List each line of the data in which the string "dead" appears.

● ● ● ●

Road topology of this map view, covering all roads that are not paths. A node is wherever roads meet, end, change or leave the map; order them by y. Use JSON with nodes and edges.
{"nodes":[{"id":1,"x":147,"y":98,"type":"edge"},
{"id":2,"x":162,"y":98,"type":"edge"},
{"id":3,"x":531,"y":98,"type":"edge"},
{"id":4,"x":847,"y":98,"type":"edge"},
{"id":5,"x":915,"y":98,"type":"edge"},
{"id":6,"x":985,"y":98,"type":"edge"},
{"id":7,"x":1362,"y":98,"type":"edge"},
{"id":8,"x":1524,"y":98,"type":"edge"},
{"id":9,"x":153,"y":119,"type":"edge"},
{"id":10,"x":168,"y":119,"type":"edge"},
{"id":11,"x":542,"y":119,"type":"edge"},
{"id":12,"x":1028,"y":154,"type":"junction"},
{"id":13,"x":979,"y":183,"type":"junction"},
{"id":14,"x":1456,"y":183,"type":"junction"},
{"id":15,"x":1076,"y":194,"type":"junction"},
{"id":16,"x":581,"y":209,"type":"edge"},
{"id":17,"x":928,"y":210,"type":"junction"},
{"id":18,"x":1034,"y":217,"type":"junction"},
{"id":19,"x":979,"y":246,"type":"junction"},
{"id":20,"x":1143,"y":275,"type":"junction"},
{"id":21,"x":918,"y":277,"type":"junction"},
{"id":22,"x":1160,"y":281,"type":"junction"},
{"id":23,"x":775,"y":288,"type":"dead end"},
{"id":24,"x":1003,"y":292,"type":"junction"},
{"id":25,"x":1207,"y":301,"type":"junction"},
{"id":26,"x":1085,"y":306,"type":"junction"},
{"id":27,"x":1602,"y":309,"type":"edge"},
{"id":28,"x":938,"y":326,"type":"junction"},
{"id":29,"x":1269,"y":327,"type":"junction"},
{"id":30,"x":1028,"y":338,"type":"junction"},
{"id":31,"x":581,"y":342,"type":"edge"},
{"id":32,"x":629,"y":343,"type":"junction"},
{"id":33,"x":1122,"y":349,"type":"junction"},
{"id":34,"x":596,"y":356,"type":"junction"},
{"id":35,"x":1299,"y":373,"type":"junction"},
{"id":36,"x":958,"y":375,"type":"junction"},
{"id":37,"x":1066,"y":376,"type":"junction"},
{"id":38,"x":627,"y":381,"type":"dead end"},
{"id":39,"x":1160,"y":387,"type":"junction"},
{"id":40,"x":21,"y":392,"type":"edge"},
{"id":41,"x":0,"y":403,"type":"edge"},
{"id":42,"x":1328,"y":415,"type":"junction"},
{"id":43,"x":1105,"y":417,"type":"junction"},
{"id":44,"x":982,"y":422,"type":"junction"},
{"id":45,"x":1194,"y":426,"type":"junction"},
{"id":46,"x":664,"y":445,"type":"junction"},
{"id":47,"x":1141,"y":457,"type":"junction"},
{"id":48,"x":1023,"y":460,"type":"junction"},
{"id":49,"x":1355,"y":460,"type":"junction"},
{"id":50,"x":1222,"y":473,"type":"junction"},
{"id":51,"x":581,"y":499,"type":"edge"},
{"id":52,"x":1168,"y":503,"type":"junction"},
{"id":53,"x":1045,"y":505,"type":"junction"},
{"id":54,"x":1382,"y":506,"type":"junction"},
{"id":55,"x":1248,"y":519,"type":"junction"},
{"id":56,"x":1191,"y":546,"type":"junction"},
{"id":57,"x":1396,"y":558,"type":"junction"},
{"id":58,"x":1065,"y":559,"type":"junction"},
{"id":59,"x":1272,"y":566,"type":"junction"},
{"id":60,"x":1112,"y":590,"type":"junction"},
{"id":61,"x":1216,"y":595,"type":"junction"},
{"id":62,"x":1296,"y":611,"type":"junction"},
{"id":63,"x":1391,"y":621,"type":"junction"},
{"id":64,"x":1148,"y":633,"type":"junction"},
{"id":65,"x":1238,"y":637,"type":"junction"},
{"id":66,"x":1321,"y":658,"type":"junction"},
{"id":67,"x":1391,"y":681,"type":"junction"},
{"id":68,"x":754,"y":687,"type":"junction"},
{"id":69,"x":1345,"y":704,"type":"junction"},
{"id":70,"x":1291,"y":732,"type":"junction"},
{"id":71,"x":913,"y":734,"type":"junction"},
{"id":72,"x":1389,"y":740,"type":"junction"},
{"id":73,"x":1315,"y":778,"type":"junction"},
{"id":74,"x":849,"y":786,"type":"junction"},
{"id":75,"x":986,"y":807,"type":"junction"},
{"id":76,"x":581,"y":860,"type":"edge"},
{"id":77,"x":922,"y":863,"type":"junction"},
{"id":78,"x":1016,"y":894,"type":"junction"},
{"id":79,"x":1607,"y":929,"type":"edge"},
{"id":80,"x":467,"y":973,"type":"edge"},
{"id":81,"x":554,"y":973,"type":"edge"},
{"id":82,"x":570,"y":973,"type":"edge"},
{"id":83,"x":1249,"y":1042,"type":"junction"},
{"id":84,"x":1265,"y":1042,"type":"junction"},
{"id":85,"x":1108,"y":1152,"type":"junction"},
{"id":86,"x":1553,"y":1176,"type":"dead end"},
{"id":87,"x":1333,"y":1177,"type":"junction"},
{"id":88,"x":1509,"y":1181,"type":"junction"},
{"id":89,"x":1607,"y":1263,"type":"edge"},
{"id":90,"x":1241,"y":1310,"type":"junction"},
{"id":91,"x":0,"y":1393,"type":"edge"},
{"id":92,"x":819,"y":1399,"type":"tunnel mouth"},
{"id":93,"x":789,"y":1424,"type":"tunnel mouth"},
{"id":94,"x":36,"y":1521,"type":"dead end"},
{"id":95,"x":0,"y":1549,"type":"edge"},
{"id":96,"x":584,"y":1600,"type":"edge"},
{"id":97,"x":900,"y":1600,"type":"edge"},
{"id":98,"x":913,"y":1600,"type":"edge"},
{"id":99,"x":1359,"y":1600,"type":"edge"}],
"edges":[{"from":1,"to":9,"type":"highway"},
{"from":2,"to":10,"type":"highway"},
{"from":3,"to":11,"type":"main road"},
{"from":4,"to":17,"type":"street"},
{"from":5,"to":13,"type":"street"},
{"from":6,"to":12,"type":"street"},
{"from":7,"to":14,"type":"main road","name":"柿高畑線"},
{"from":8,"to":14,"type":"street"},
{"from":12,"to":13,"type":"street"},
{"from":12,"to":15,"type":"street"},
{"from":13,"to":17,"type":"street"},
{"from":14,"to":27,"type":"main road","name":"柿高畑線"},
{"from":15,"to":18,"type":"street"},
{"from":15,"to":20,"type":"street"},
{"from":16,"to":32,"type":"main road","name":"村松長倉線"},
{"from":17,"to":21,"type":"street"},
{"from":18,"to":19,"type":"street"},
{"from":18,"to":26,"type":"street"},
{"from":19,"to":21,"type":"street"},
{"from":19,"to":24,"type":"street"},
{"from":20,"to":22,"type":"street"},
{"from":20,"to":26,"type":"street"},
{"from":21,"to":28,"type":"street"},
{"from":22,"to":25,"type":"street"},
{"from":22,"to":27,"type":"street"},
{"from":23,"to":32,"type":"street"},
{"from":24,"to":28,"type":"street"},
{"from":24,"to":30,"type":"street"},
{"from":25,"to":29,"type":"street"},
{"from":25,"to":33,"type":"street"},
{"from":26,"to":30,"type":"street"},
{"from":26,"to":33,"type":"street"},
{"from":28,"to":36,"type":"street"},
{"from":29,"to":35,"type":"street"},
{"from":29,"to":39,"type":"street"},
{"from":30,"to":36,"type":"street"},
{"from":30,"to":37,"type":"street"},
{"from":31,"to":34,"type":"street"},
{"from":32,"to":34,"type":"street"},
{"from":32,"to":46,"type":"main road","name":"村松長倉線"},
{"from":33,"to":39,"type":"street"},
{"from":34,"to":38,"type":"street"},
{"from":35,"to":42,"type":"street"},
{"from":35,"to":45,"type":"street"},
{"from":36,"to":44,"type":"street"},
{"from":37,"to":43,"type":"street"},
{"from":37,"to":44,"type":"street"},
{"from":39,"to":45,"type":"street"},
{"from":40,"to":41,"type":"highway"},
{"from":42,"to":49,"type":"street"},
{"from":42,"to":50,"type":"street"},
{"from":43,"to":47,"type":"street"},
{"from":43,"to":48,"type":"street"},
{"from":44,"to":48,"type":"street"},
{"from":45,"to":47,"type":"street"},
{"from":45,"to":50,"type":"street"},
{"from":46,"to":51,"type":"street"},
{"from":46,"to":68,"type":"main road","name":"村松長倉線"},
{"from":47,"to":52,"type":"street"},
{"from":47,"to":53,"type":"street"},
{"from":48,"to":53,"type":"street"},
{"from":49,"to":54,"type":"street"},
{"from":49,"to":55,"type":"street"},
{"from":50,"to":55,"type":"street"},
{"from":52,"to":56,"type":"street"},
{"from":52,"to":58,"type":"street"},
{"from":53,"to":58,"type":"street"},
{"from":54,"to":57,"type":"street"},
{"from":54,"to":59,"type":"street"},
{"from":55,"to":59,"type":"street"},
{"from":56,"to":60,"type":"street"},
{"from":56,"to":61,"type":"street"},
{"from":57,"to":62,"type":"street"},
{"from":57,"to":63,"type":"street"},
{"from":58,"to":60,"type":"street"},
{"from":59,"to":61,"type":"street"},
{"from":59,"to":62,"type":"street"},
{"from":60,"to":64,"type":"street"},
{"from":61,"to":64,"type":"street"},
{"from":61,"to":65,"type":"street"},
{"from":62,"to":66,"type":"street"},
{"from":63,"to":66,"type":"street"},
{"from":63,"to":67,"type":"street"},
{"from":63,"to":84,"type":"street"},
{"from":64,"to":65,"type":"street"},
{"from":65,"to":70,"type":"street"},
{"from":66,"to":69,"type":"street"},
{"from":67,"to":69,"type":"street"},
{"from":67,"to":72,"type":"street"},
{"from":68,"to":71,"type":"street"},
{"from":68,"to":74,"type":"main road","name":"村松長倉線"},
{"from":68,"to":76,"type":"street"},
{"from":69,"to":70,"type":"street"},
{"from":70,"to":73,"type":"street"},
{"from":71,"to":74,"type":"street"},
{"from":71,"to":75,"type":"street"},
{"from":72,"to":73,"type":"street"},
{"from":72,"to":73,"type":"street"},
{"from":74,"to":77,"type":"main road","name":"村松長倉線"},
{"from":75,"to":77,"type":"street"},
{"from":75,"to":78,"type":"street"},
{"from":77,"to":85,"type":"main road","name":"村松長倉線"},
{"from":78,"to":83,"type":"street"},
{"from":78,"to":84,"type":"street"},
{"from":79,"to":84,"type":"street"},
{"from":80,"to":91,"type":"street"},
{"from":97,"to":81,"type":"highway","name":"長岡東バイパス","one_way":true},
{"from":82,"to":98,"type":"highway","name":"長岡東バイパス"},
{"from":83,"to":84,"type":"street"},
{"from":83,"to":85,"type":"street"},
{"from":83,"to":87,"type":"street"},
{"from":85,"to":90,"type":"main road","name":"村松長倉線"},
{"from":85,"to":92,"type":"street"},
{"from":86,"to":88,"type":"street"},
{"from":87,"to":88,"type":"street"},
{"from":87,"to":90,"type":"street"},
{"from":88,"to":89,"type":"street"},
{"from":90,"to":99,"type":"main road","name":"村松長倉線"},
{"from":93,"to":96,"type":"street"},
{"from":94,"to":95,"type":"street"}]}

● ● ● ●

§ Exercise output
{"id":23,"x":775,"y":288,"type":"dead end"},
{"id":38,"x":627,"y":381,"type":"dead end"},
{"id":86,"x":1553,"y":1176,"type":"dead end"},
{"id":94,"x":36,"y":1521,"type":"dead end"},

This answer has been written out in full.